Threat modeling to protect patient information

You can't afford not to

A health care organization might have in place the best information technology (IT) protections available, but complacency can be a dangerous thing considering the gold mine of personal information stored by a hospital.

Consider this: One Atlanta-based security services provider says it's blocking an average of 15,543 attempted hacker attacks a day per health care client, compared to an average 1,581 attacks per day per bank client.

To thwart an information thief, and thus comply with HIPAA requirements to protect personal health information, SecureWorks information security expert Jon Ramsey suggests thinking like an information thief.

"Sit your two best IT guys down for a while, and ask them how they'd break into your system, where they'd [attempt access], what they'd look for, and you'll come up with a pretty good threat model pretty quickly," Ramsey says. "Threat modeling means considering who is going to attack you, how, and what are the assets they're going to go after," says Ramsey.

Threat modeling has proved its value for a long time in the banking industry, and now is doing the same work in health care.

Threat modeling an ongoing process

While it would be nice to construct a mathematically precise threat matrix that, once put into place, would serve as a permanent threat model, in real life, threats change daily, so preemptive measures against those strikes have to change daily, too, Ramsey says.

Implementing HIPAA includes preventing privacy breaches and reacting to ones that occur, and since technology changes with each day — and hackers' knowledge broadens at the same pace — staying ahead means constant vigilance to anticipate potential problems.

When threat modeling for potential privacy vulnerabilities, health care organizations should consider some general questions:

  • What's the nature of potential threats? (Are disclosures likely to be made accidentally, or is information likely to be stolen for profit, or both?)
  • Who is the source of the threat? (Employees, visitors, vendors, outsider gaining access illegally.)
  • How might access be gained? (Hacking into a computer, stealing a laptop, breaking into an office.)
  • What data are vulnerable?
  • How many data are vulnerable?

And now is a good time to think "threat model," as the stakes recently increased. The Department of Health and Human Services (HHS) sent a clear signal earlier this year that it takes the safeguarding of patients' personal information very seriously when it took enforcement action against Seattle's Providence Health & Services over the theft or loss of health information of more than 386,000 patients.

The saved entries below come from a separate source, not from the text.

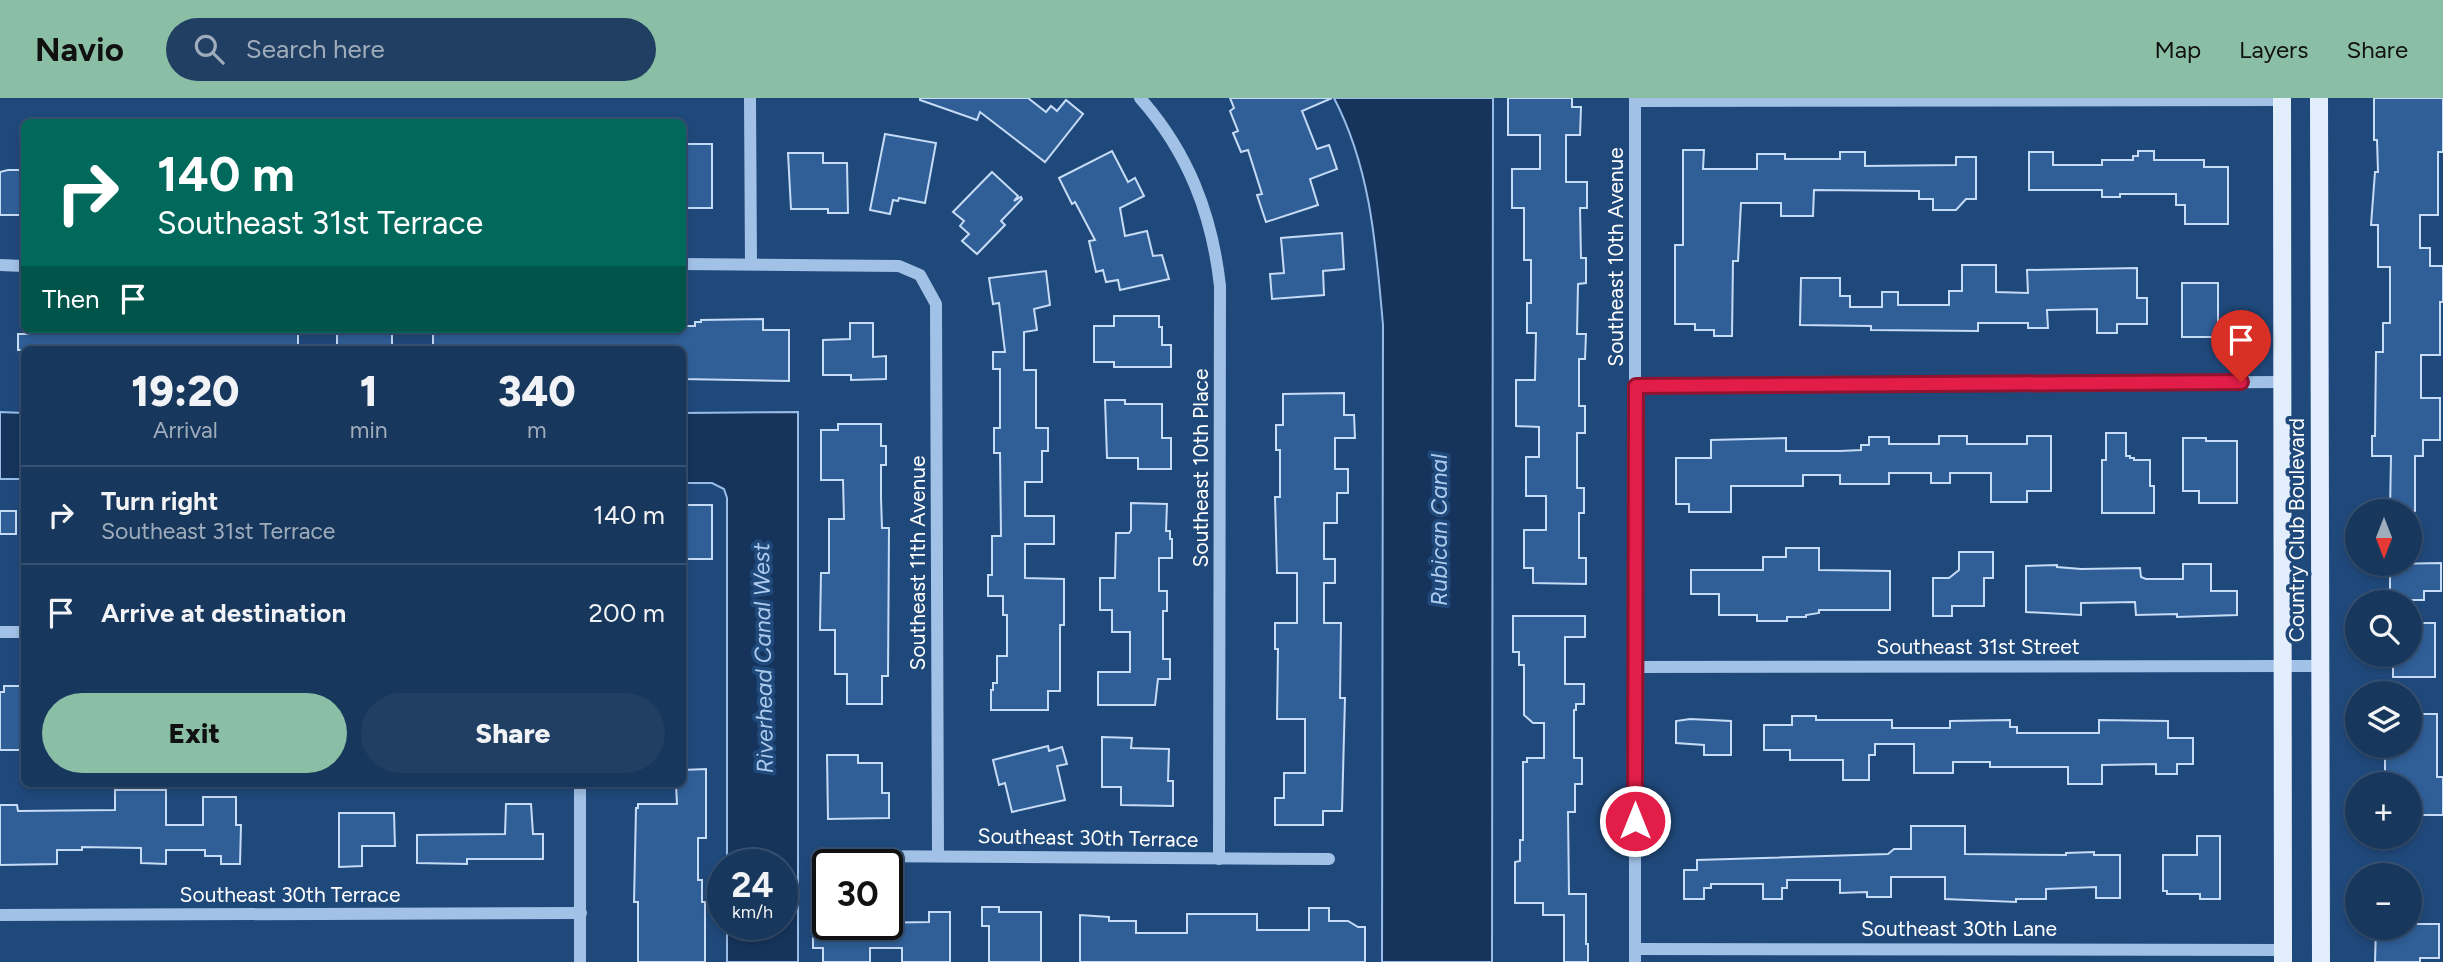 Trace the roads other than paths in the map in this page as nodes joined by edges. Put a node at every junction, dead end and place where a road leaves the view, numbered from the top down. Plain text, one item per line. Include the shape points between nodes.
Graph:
1 (750, 98) edge
2 (1140, 98) edge
3 (2319, 98) edge
4 (1635, 99) edge
5 (2282, 99) edge
6 (686, 264) edge
7 (751, 264) junction
8 (0, 265) edge
9 (21, 265) edge
10 (2282, 382) junction
11 (1636, 386) junction
12 (0, 632) edge
13 (21, 632) edge
14 (2283, 666) junction
15 (2320, 666) junction
16 (1635, 667) junction
17 (580, 787) edge
18 (903, 855) edge
19 (938, 855) junction
20 (1219, 859) junction
21 (1329, 859) dead end
22 (581, 913) junction
23 (0, 915) edge
24 (1635, 956) edge
25 (2283, 956) edge
26 (580, 962) edge
27 (2321, 962) edge

1 - 7 street
2 - 20 street, Southeast 10th Place via 1168,132 1193,177 1211,229 1220,286
3 - 15 main road, Country Club Boulevard
4 - 5 street
4 - 11 street, Southeast 10th Avenue
5 - 10 main road, Country Club Boulevard
6 - 7 street
7 - 19 street, Southeast 11th Avenue via 899,266 920,275 936,304
8 - 9 street
10 - 11 street
10 - 14 main road, Country Club Boulevard
11 - 16 street, Southeast 10th Avenue
12 - 13 street
14 - 15 street, Southeast 31st Street
14 - 16 street, Southeast 31st Street
14 - 25 main road, Country Club Boulevard
15 - 27 main road, Country Club Boulevard
16 - 24 street, Southeast 10th Avenue
17 - 22 street
18 - 19 street, Southeast 30th Terrace
19 - 20 street, Southeast 30th Terrace
20 - 21 street, Southeast 30th Terrace
22 - 23 street, Southeast 30th Terrace
22 - 26 street
24 - 25 street, Southeast 30th Lane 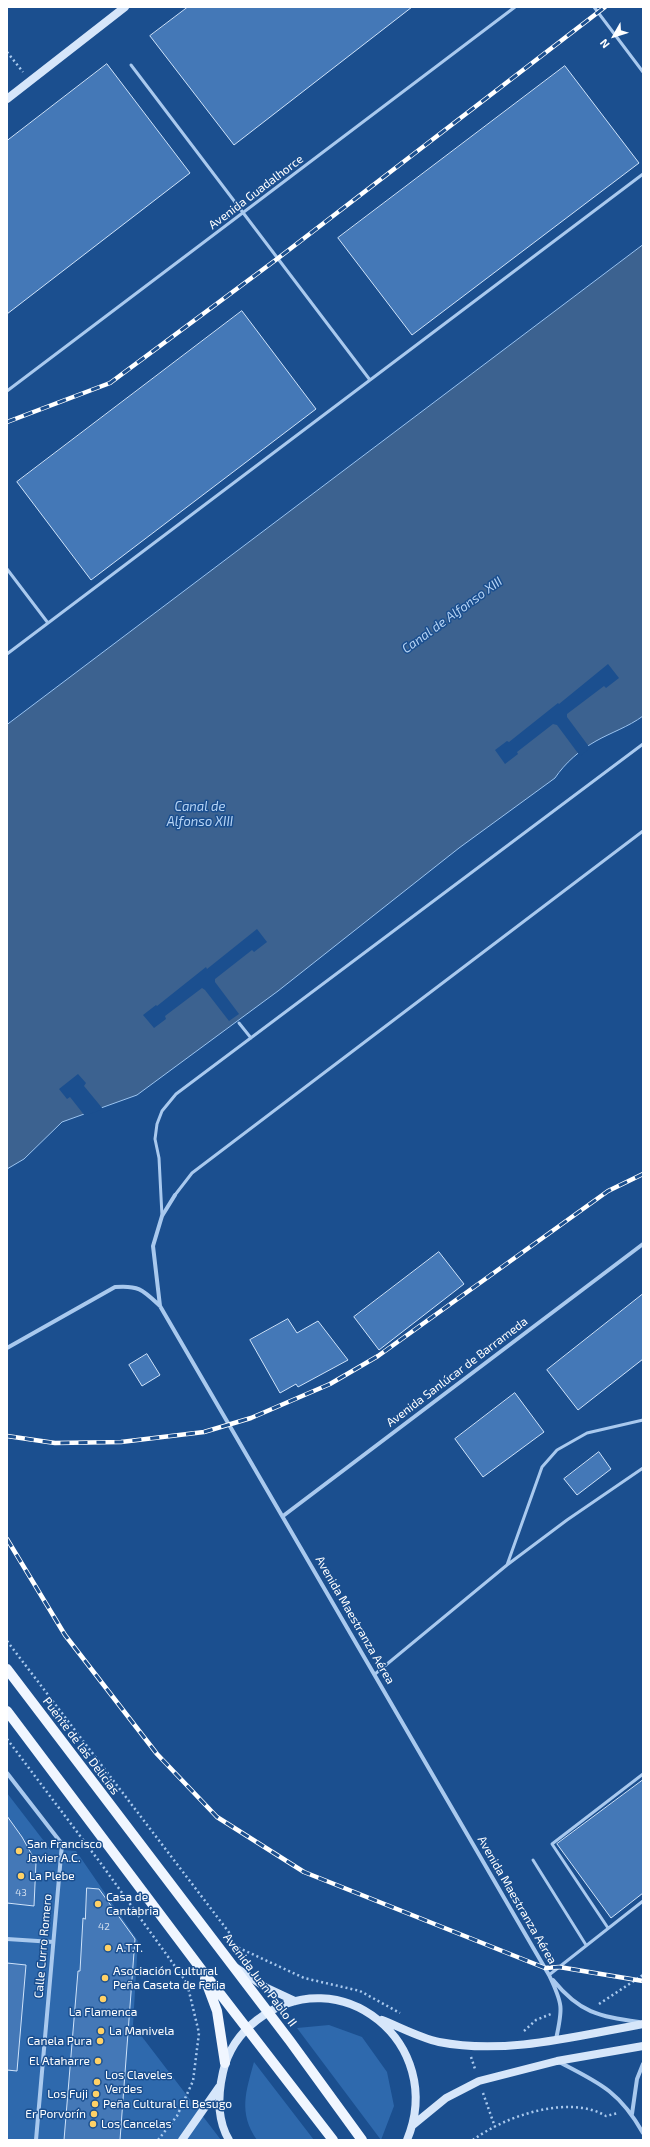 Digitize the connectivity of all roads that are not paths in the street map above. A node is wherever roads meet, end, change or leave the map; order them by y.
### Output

Providence's patient information was compromised because electronic media, such as backup tapes and laptops that contained unencrypted information, were left unattended and eventually lost or stolen. While HHS has received more than 6,700 reports of breaches under HIPAA, the Providence case was the first time HHS imposed a fine ($100,000) for a data breach, and industry observers have written that it signals more to come.

Because "you can't protect everything from everyone," Ramsey points out, no security plan can monitor every single bit of data and every access point to those data; so it makes sense to put your greatest efforts toward the greatest risk.

In other words, he added (quoting former National Security Advisor McGeorge Bundy), "If you guard your toothbrushes and diamonds with equal zeal, you'll probably lose fewer toothbrushes and more diamonds."

Threat modeling allows a health care organization to take its limited IT and security budgets and use them to the greatest effect by narrowing down the areas of greatest vulnerability.

"You want to spend each dollar in a way that will make it more expensive for a threat to access your information," Ramsey adds.

Providers' need for quick access adds risk

Coupled with the attractiveness (to hackers) of the tremendous amount of personal identification data that's available from a health care patient record system is the vulnerability that's inherent when that information has to be readily and quickly accessible by those who legitimately need it — physicians, nurses, account managers, etc.

"It's the ubiquity of information; if you're an emergency room doctor and you need a patient's record, you get it right away," Ramsey says. Making that information easily administered and, at the same time, secure is why the field of IT in the health care setting has exploded in the last two decades.

"It's an organic thing; the threats change every day, so our clients have new threat models every day," Ramsey says. "What you need to say is, 'If I'm secure today and not tomorrow, what has changed?' and you have to ask yourself that every day."

With each new technology, there are new vulnerabilities; those multiply when you consider how many data systems within a hospital integrate or "map" to one another.

"The ubiquity of information and the need to integrate data across these systems leaves a lot of openness," Ramsey cautions.

And health care's use of existing technology is a boon to the "business" of information theft.

For example, Microsoft Windows has been around for 25 years, giving hackers a generation of time to learn its capabilities and vulnerabilities; now that the operating system is used in health care, "criminals have whole new business models to invade," Ramsey points out.

"We know from industries more advanced [than health care] in information security that threat modeling makes a whole bunch of sense," he concludes. "It's proven itself in other industries — you can't not do it."